White House National Climate Advisor Ali Zaidi added that boosting the domestic uranium supply won't just advance zero-carbon goals, but will increase the nation's energy security. The fuel currently is only available in commercial levels from Russia, according to Reuters.

The existing U.S. fleet of reactors runs on uranium fuel that is enriched up to 5% with uranium-235. However, most U.S. advanced reactors require HALEU, which is enriched between 5% to 20%, to achieve smaller and more versatile designs. HALEU also will allow developers to optimize their systems for longer life cores, increased efficiencies and better fuel utilization, according to the DOE.

The Inflation Reduction Act of 2022 will provide up to $500 million for HALEU enrichment contracts up to 10 years and a separate one, released in November, is for services to deconvert the enriched uranium into metal, oxide and other forms to be used as fuel for advanced reactors. Once enriched, the HALEU will be stored on site until there is a need to ship it to deconverters.

The DOE projects that more than 40 metric tons of HALEU could be needed before the end of the decade, with additional amounts required each year, to deploy a new fleet of advanced reactors in time to support the Biden administration's goal of 100% "clean" electricity generation by 2035.

All nuclear power in the U.S. currently is generated by light water reactors (LWRs), which were commercialized in the 1950s and early 1960s, according to a document released last year by the Congressional Research Service. LWRs are cooled by ordinary ("light") water, which also slows the neutrons that maintain the nuclear fission chain reaction.

High construction costs of large conventional LWRs, concerns about safety raised by the 2011 Fukushima nuclear disaster in Japan, growing volumes of nuclear waste, and other issues have led to increased interest in unconventional, or advanced, nuclear technologies that proponents say could be less expensive, safer and more fuel-efficient than existing LWRs.

In November, the DOE reached a milestone under its HALEU demonstration project when a domestic company produced the nation's first 20 kilograms of HALEU, according to the department.

Centrus Energy Corporation (NYSE:LEU) (Bethesda, Maryland) announced on November 7 it made its first delivery of HALEU to the DOE, completing the first phase of its contract by demonstrating its HALEU production project. Centrus Energy and the DOE each contributed about $30 million to the first phase.

The second phase requires a full year of HALEU production at a rate of 900 kilograms per year at Centrus Energy's centrifuge plant in Piketon, Ohio. Subscribers to Industrial Info's Global Market Intelligence (GMI) Chemical Processing Plant Database can click here for a plant profile of the Piketon facility.
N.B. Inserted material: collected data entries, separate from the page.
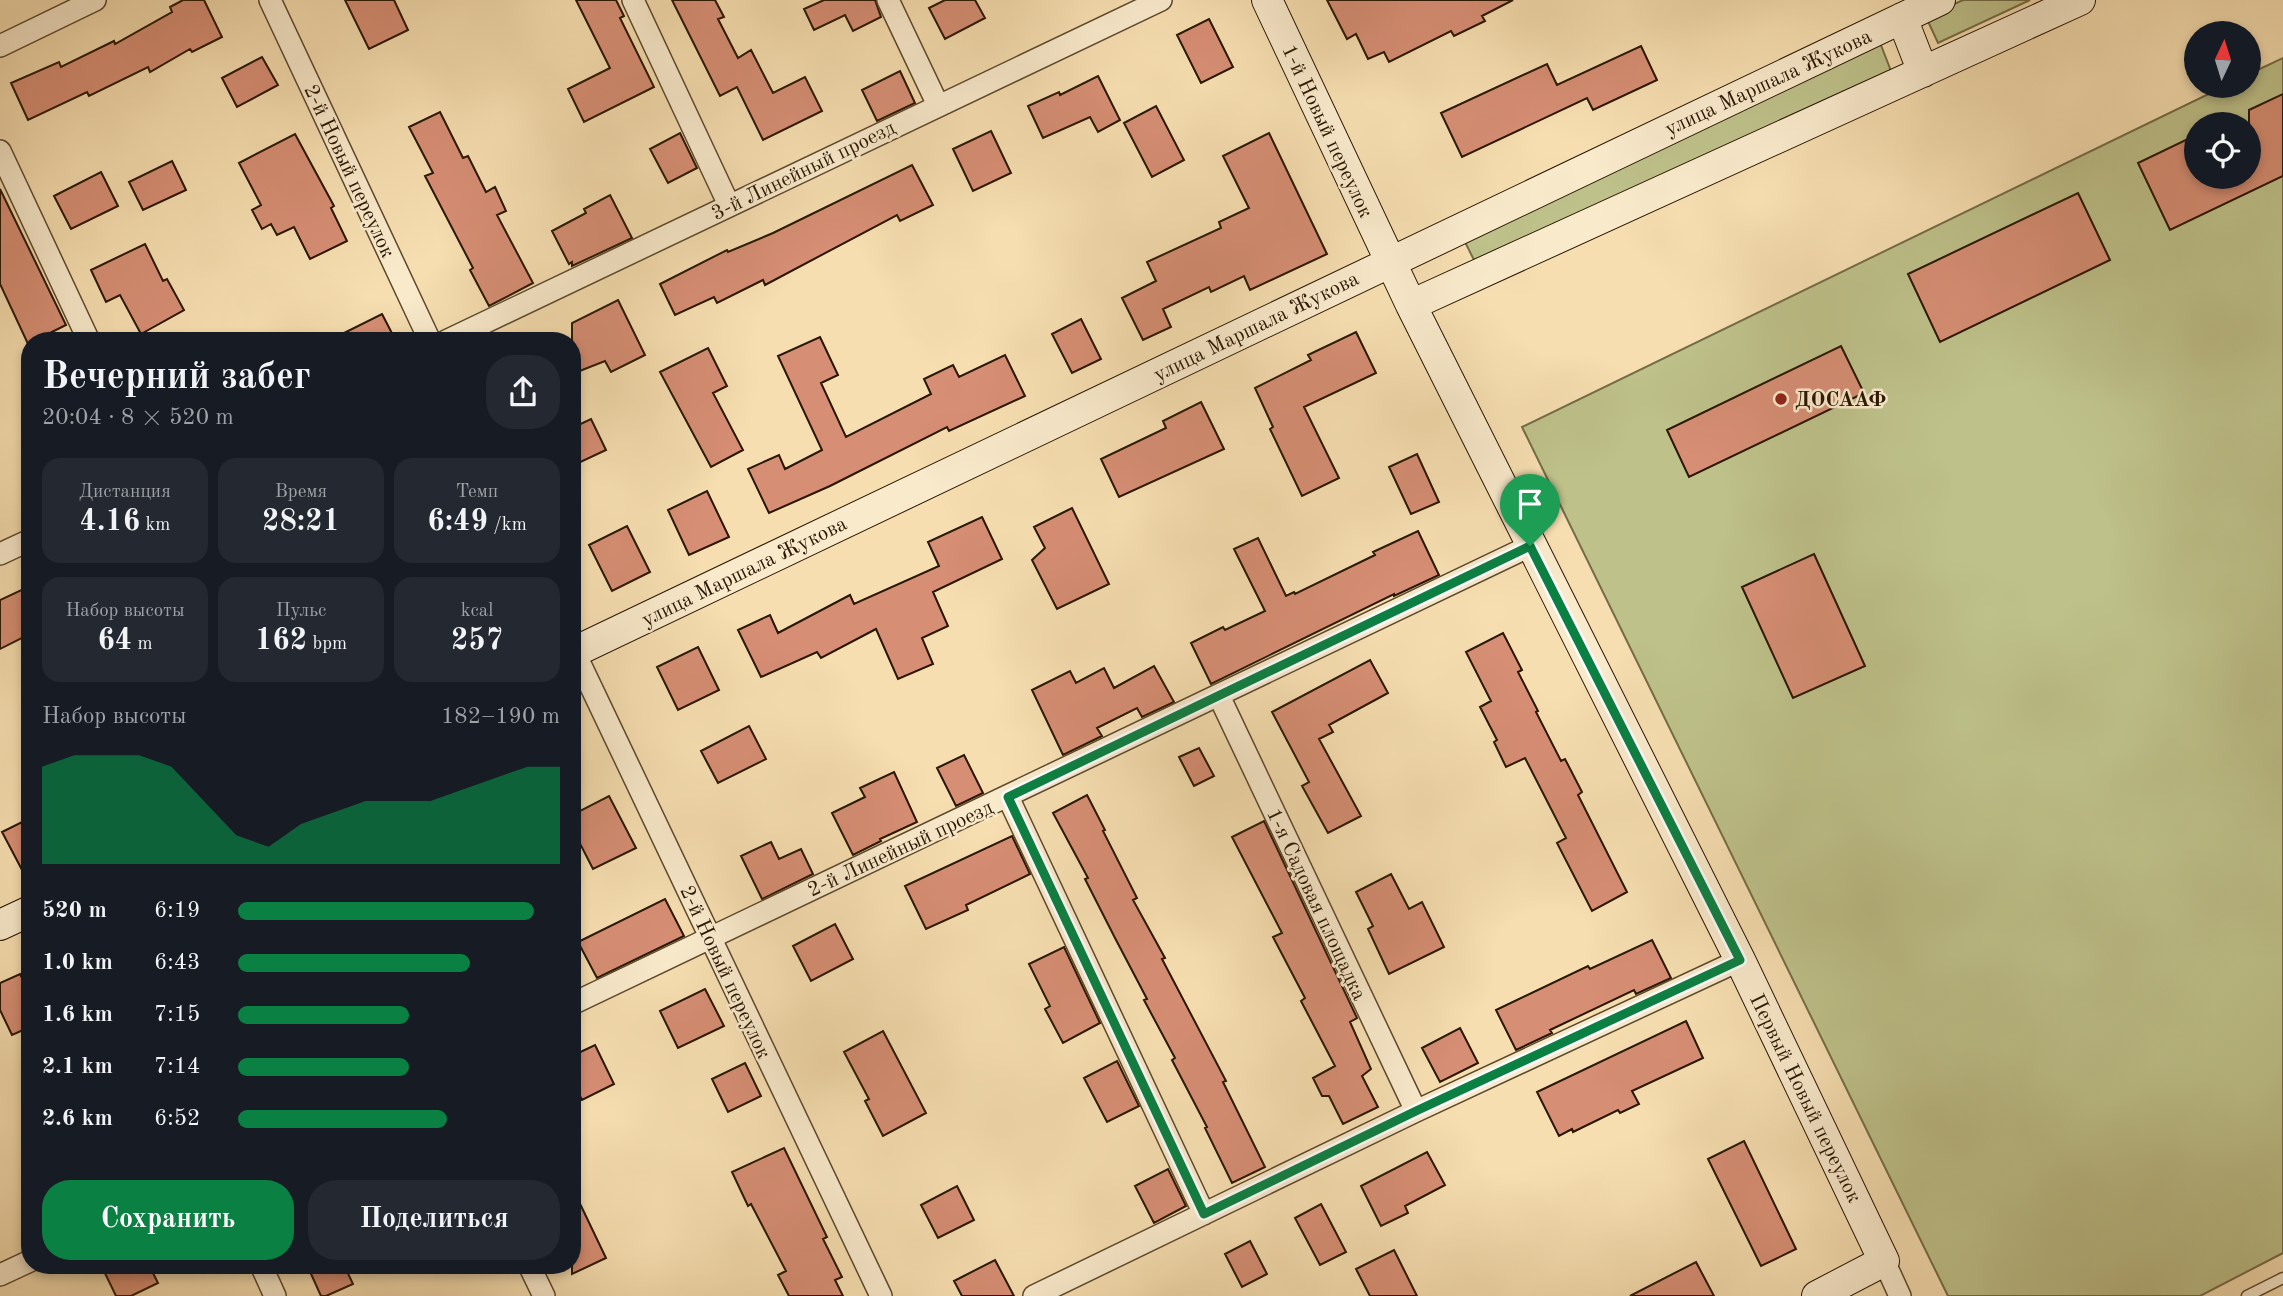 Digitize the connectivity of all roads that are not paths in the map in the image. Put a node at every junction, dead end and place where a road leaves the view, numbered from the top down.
1 (95, 0) edge
2 (270, 0) edge
3 (633, 0) edge
4 (888, 0) edge
5 (1161, 0) edge
6 (1267, 0) edge
7 (1940, 0) edge
8 (2080, 0) edge
9 (1902, 18) junction
10 (0, 46) edge
11 (1923, 72) junction
12 (938, 105) junction
13 (0, 150) edge
14 (729, 205) junction
15 (1390, 262) junction
16 (1411, 306) junction
17 (85, 332) edge
18 (426, 332) edge
19 (465, 332) edge
20 (21, 544) edge
21 (1530, 546) junction
22 (0, 554) edge
23 (581, 647) edge
24 (581, 668) edge
25 (1219, 696) junction
26 (1008, 797) junction
27 (21, 915) edge
28 (0, 925) edge
29 (710, 938) junction
30 (1740, 960) junction
31 (581, 1000) edge
32 (1416, 1111) junction
33 (1204, 1214) junction
34 (1884, 1261) junction
35 (21, 1265) edge
36 (265, 1274) edge
37 (533, 1274) edge
38 (0, 1275) edge
39 (2283, 1278) edge
40 (275, 1296) edge
41 (544, 1296) edge
42 (881, 1296) edge
43 (1034, 1296) edge
44 (1817, 1296) edge
45 (1900, 1296) edge
46 (2248, 1296) edge

1 - 10 street
2 - 18 street, 2-й Новый переулок
3 - 14 street
4 - 12 street
5 - 12 street, 3-й Линейный проезд
6 - 15 main road, 1-й Новый переулок
7 - 9 main road, улица Маршала Жукова
8 - 11 main road
9 - 11 main road
9 - 15 main road, улица Маршала Жукова
11 - 16 main road
12 - 14 street, 3-й Линейный проезд
13 - 17 street
14 - 19 street, 3-й Линейный проезд
15 - 16 main road, Первый Новый переулок
15 - 23 main road, улица Маршала Жукова
16 - 21 main road, Первый Новый переулок
20 - 22 street
21 - 25 street, 2-й Линейный проезд
21 - 30 main road, Первый Новый переулок
24 - 29 street, 2-й Новый переулок
25 - 26 street, 2-й Линейный проезд
25 - 32 street, 1-я Садовая площадка
26 - 29 street, 2-й Линейный проезд
26 - 33 street
27 - 28 main road
29 - 31 street, 2-й Линейный проезд
29 - 42 street, 2-й Новый переулок
30 - 32 street
30 - 34 main road, Первый Новый переулок
32 - 33 street
33 - 43 street
34 - 44 main road
34 - 45 street, Первый Новый переулок
35 - 38 street
36 - 40 street
37 - 41 street
39 - 46 lane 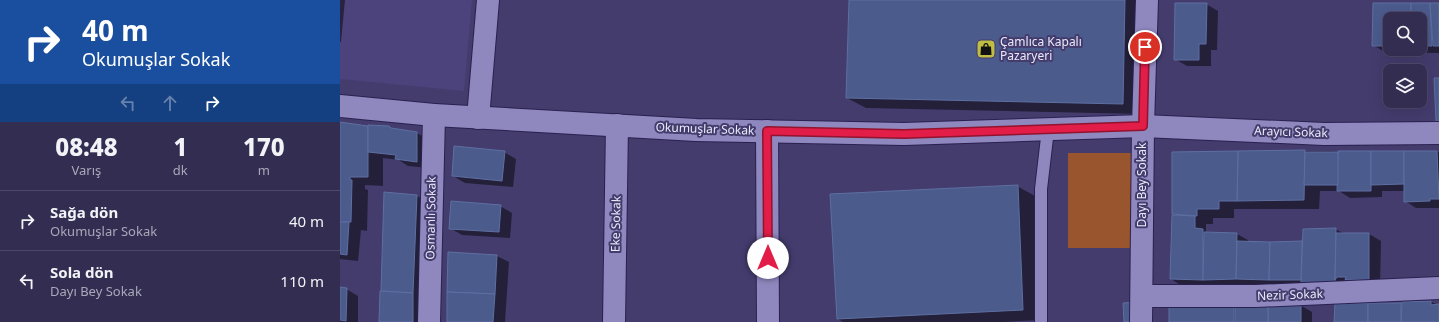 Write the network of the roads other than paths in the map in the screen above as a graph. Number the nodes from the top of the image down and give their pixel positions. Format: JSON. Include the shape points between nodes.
{"nodes":[{"id":1,"x":488,"y":0,"type":"edge"},
{"id":2,"x":1147,"y":0,"type":"edge"},
{"id":3,"x":340,"y":106,"type":"edge"},
{"id":4,"x":434,"y":115,"type":"junction"},
{"id":5,"x":478,"y":118,"type":"junction"},
{"id":6,"x":617,"y":125,"type":"junction"},
{"id":7,"x":1143,"y":126,"type":"junction"},
{"id":8,"x":1048,"y":129,"type":"junction"},
{"id":9,"x":767,"y":131,"type":"junction"},
{"id":10,"x":1439,"y":133,"type":"edge"},
{"id":11,"x":1439,"y":288,"type":"edge"},
{"id":12,"x":1142,"y":296,"type":"junction"},
{"id":13,"x":429,"y":322,"type":"edge"},
{"id":14,"x":614,"y":322,"type":"edge"},
{"id":15,"x":768,"y":322,"type":"edge"},
{"id":16,"x":1041,"y":322,"type":"edge"},
{"id":17,"x":1141,"y":322,"type":"edge"}],
"edges":[{"from":1,"to":5,"type":"street"},
{"from":2,"to":7,"type":"street","name":"Dayı Bey Sokak"},
{"from":3,"to":4,"type":"street","name":"Okumuşlar Sokak"},
{"from":4,"to":5,"type":"street","name":"Okumuşlar Sokak"},
{"from":4,"to":13,"type":"street","name":"Osmanlı Sokak"},
{"from":5,"to":6,"type":"street","name":"Okumuşlar Sokak"},
{"from":6,"to":9,"type":"street","name":"Okumuşlar Sokak"},
{"from":6,"to":14,"type":"street","name":"Eke Sokak"},
{"from":7,"to":8,"type":"street","name":"Okumuşlar Sokak"},
{"from":7,"to":10,"type":"street","name":"Arayıcı Sokak","via":[[1324,134]]},
{"from":7,"to":12,"type":"street","name":"Dayı Bey Sokak"},
{"from":8,"to":9,"type":"street","name":"Okumuşlar Sokak","via":[[904,134]]},
{"from":8,"to":16,"type":"lane","via":[[1041,189]]},
{"from":9,"to":15,"type":"street"},
{"from":11,"to":12,"type":"street","name":"Nezir Sokak","via":[[1256,296]]},
{"from":12,"to":17,"type":"street","name":"Dayı Bey Sokak"}]}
Centrus Energy President and Chief Executive Officer Daniel Poneman said in a press release his company is "committed to working with the (DOE) and industry to build a public-private partnership so that we can scale up production in the coming years to meet the full range of commercial and national security requirements for enriched uranium."

Centrus Energy said it could expand production from the current 900 kilograms per year of HALEU to 6,000 kilograms per year within 42 months after securing the necessary funding.